Your task> The reply should be the records repeated exactly, without any images.

__________

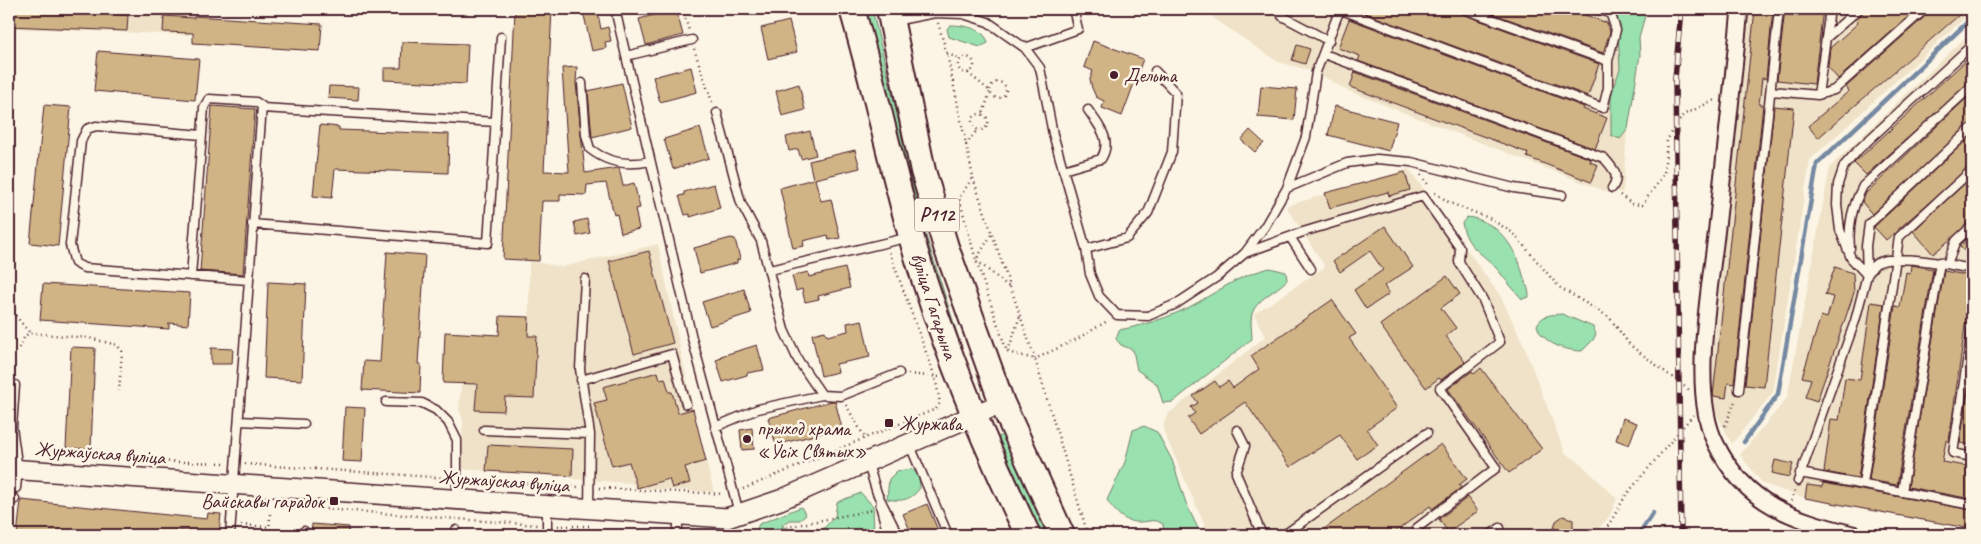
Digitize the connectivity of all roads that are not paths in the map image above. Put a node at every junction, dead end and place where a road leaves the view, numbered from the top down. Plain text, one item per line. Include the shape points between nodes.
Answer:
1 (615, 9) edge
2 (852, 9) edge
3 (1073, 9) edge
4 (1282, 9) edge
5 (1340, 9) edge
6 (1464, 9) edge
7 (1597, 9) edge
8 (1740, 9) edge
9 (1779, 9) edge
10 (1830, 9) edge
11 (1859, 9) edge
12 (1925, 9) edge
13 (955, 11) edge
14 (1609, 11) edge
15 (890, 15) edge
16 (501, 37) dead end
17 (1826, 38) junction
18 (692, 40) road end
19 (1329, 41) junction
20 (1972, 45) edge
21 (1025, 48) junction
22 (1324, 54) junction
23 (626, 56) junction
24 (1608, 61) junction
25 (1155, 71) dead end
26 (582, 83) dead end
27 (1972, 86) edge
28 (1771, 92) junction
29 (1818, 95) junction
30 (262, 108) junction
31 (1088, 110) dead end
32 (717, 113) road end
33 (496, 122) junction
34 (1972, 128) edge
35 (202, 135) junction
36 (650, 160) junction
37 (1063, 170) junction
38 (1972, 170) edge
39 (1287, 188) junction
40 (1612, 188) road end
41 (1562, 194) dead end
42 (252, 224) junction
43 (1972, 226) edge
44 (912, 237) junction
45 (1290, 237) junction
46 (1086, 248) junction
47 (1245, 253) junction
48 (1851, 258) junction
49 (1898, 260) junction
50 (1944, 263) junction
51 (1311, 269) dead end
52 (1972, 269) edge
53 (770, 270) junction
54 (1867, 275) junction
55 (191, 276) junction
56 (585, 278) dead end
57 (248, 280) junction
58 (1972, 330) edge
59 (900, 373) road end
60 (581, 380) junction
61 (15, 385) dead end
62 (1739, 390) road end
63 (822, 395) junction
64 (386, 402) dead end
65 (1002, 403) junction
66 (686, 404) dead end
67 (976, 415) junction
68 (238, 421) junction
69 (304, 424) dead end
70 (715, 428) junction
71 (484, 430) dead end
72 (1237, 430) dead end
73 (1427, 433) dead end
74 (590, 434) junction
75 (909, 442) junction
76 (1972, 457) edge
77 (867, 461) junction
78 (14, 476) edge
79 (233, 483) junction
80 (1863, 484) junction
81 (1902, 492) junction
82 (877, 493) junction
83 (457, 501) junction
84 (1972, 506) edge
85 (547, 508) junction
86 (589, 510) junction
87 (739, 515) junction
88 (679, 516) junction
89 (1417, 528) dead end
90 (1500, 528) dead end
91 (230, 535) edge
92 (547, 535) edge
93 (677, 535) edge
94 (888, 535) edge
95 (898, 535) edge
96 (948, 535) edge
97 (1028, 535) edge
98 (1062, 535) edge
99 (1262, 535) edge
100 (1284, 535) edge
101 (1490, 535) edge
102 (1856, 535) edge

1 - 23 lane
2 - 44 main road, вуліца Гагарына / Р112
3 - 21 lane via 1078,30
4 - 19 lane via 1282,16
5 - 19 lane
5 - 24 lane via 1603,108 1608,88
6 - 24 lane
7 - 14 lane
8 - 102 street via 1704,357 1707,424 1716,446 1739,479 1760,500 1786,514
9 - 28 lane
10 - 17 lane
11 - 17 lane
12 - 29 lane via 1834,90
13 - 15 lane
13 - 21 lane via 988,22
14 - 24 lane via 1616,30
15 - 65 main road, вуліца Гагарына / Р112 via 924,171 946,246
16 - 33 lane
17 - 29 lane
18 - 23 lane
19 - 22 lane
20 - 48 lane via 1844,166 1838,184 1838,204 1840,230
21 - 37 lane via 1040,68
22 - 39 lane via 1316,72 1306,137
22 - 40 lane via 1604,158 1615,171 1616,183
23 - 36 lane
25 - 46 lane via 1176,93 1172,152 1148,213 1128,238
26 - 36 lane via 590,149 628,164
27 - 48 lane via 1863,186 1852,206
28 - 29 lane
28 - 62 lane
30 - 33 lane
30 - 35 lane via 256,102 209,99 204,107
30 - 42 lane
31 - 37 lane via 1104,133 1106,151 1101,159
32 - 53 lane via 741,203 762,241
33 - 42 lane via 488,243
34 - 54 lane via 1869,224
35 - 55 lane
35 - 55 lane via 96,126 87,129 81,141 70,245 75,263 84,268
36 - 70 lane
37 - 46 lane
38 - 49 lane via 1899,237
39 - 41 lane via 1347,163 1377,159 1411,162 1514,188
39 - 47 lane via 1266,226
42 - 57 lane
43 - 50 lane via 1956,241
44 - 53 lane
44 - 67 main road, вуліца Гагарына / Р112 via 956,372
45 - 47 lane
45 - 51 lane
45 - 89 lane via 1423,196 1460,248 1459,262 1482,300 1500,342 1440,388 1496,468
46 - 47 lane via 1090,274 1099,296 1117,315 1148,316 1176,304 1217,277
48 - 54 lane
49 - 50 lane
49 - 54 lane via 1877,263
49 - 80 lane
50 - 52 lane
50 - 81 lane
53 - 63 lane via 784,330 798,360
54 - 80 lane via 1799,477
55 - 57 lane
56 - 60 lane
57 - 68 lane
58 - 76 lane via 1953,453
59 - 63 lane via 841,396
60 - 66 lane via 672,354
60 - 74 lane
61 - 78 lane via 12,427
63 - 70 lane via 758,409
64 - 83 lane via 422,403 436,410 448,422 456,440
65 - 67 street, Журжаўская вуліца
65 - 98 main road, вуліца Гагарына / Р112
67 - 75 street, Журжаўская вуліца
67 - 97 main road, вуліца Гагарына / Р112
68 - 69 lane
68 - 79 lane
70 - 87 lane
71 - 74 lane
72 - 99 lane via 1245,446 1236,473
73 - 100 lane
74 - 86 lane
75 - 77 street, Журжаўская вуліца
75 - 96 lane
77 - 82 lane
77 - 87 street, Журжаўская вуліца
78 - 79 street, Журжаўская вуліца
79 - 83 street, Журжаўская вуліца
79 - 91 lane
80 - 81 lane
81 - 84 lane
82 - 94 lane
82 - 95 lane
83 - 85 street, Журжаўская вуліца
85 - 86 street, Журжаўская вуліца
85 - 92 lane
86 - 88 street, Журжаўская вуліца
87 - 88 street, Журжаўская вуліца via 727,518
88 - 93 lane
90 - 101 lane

__________

Response area>
Digitize the connectivity of all roads that are not paths in the map image above. Put a node at every junction, dead end and place where a road leaves the view, numbered from the top down. Plain text, one item per line. Include the shape points between nodes.
Answer:
1 (615, 9) edge
2 (852, 9) edge
3 (1073, 9) edge
4 (1282, 9) edge
5 (1340, 9) edge
6 (1464, 9) edge
7 (1597, 9) edge
8 (1740, 9) edge
9 (1779, 9) edge
10 (1830, 9) edge
11 (1859, 9) edge
12 (1925, 9) edge
13 (955, 11) edge
14 (1609, 11) edge
15 (890, 15) edge
16 (501, 37) dead end
17 (1826, 38) junction
18 (692, 40) road end
19 (1329, 41) junction
20 (1972, 45) edge
21 (1025, 48) junction
22 (1324, 54) junction
23 (626, 56) junction
24 (1608, 61) junction
25 (1155, 71) dead end
26 (582, 83) dead end
27 (1972, 86) edge
28 (1771, 92) junction
29 (1818, 95) junction
30 (262, 108) junction
31 (1088, 110) dead end
32 (717, 113) road end
33 (496, 122) junction
34 (1972, 128) edge
35 (202, 135) junction
36 (650, 160) junction
37 (1063, 170) junction
38 (1972, 170) edge
39 (1287, 188) junction
40 (1612, 188) road end
41 (1562, 194) dead end
42 (252, 224) junction
43 (1972, 226) edge
44 (912, 237) junction
45 (1290, 237) junction
46 (1086, 248) junction
47 (1245, 253) junction
48 (1851, 258) junction
49 (1898, 260) junction
50 (1944, 263) junction
51 (1311, 269) dead end
52 (1972, 269) edge
53 (770, 270) junction
54 (1867, 275) junction
55 (191, 276) junction
56 (585, 278) dead end
57 (248, 280) junction
58 (1972, 330) edge
59 (900, 373) road end
60 (581, 380) junction
61 (15, 385) dead end
62 (1739, 390) road end
63 (822, 395) junction
64 (386, 402) dead end
65 (1002, 403) junction
66 (686, 404) dead end
67 (976, 415) junction
68 (238, 421) junction
69 (304, 424) dead end
70 (715, 428) junction
71 (484, 430) dead end
72 (1237, 430) dead end
73 (1427, 433) dead end
74 (590, 434) junction
75 (909, 442) junction
76 (1972, 457) edge
77 (867, 461) junction
78 (14, 476) edge
79 (233, 483) junction
80 (1863, 484) junction
81 (1902, 492) junction
82 (877, 493) junction
83 (457, 501) junction
84 (1972, 506) edge
85 (547, 508) junction
86 (589, 510) junction
87 (739, 515) junction
88 (679, 516) junction
89 (1417, 528) dead end
90 (1500, 528) dead end
91 (230, 535) edge
92 (547, 535) edge
93 (677, 535) edge
94 (888, 535) edge
95 (898, 535) edge
96 (948, 535) edge
97 (1028, 535) edge
98 (1062, 535) edge
99 (1262, 535) edge
100 (1284, 535) edge
101 (1490, 535) edge
102 (1856, 535) edge

1 - 23 lane
2 - 44 main road, вуліца Гагарына / Р112
3 - 21 lane via 1078,30
4 - 19 lane via 1282,16
5 - 19 lane
5 - 24 lane via 1603,108 1608,88
6 - 24 lane
7 - 14 lane
8 - 102 street via 1704,357 1707,424 1716,446 1739,479 1760,500 1786,514
9 - 28 lane
10 - 17 lane
11 - 17 lane
12 - 29 lane via 1834,90
13 - 15 lane
13 - 21 lane via 988,22
14 - 24 lane via 1616,30
15 - 65 main road, вуліца Гагарына / Р112 via 924,171 946,246
16 - 33 lane
17 - 29 lane
18 - 23 lane
19 - 22 lane
20 - 48 lane via 1844,166 1838,184 1838,204 1840,230
21 - 37 lane via 1040,68
22 - 39 lane via 1316,72 1306,137
22 - 40 lane via 1604,158 1615,171 1616,183
23 - 36 lane
25 - 46 lane via 1176,93 1172,152 1148,213 1128,238
26 - 36 lane via 590,149 628,164
27 - 48 lane via 1863,186 1852,206
28 - 29 lane
28 - 62 lane
30 - 33 lane
30 - 35 lane via 256,102 209,99 204,107
30 - 42 lane
31 - 37 lane via 1104,133 1106,151 1101,159
32 - 53 lane via 741,203 762,241
33 - 42 lane via 488,243
34 - 54 lane via 1869,224
35 - 55 lane
35 - 55 lane via 96,126 87,129 81,141 70,245 75,263 84,268
36 - 70 lane
37 - 46 lane
38 - 49 lane via 1899,237
39 - 41 lane via 1347,163 1377,159 1411,162 1514,188
39 - 47 lane via 1266,226
42 - 57 lane
43 - 50 lane via 1956,241
44 - 53 lane
44 - 67 main road, вуліца Гагарына / Р112 via 956,372
45 - 47 lane
45 - 51 lane
45 - 89 lane via 1423,196 1460,248 1459,262 1482,300 1500,342 1440,388 1496,468
46 - 47 lane via 1090,274 1099,296 1117,315 1148,316 1176,304 1217,277
48 - 54 lane
49 - 50 lane
49 - 54 lane via 1877,263
49 - 80 lane
50 - 52 lane
50 - 81 lane
53 - 63 lane via 784,330 798,360
54 - 80 lane via 1799,477
55 - 57 lane
56 - 60 lane
57 - 68 lane
58 - 76 lane via 1953,453
59 - 63 lane via 841,396
60 - 66 lane via 672,354
60 - 74 lane
61 - 78 lane via 12,427
63 - 70 lane via 758,409
64 - 83 lane via 422,403 436,410 448,422 456,440
65 - 67 street, Журжаўская вуліца
65 - 98 main road, вуліца Гагарына / Р112
67 - 75 street, Журжаўская вуліца
67 - 97 main road, вуліца Гагарына / Р112
68 - 69 lane
68 - 79 lane
70 - 87 lane
71 - 74 lane
72 - 99 lane via 1245,446 1236,473
73 - 100 lane
74 - 86 lane
75 - 77 street, Журжаўская вуліца
75 - 96 lane
77 - 82 lane
77 - 87 street, Журжаўская вуліца
78 - 79 street, Журжаўская вуліца
79 - 83 street, Журжаўская вуліца
79 - 91 lane
80 - 81 lane
81 - 84 lane
82 - 94 lane
82 - 95 lane
83 - 85 street, Журжаўская вуліца
85 - 86 street, Журжаўская вуліца
85 - 92 lane
86 - 88 street, Журжаўская вуліца
87 - 88 street, Журжаўская вуліца via 727,518
88 - 93 lane
90 - 101 lane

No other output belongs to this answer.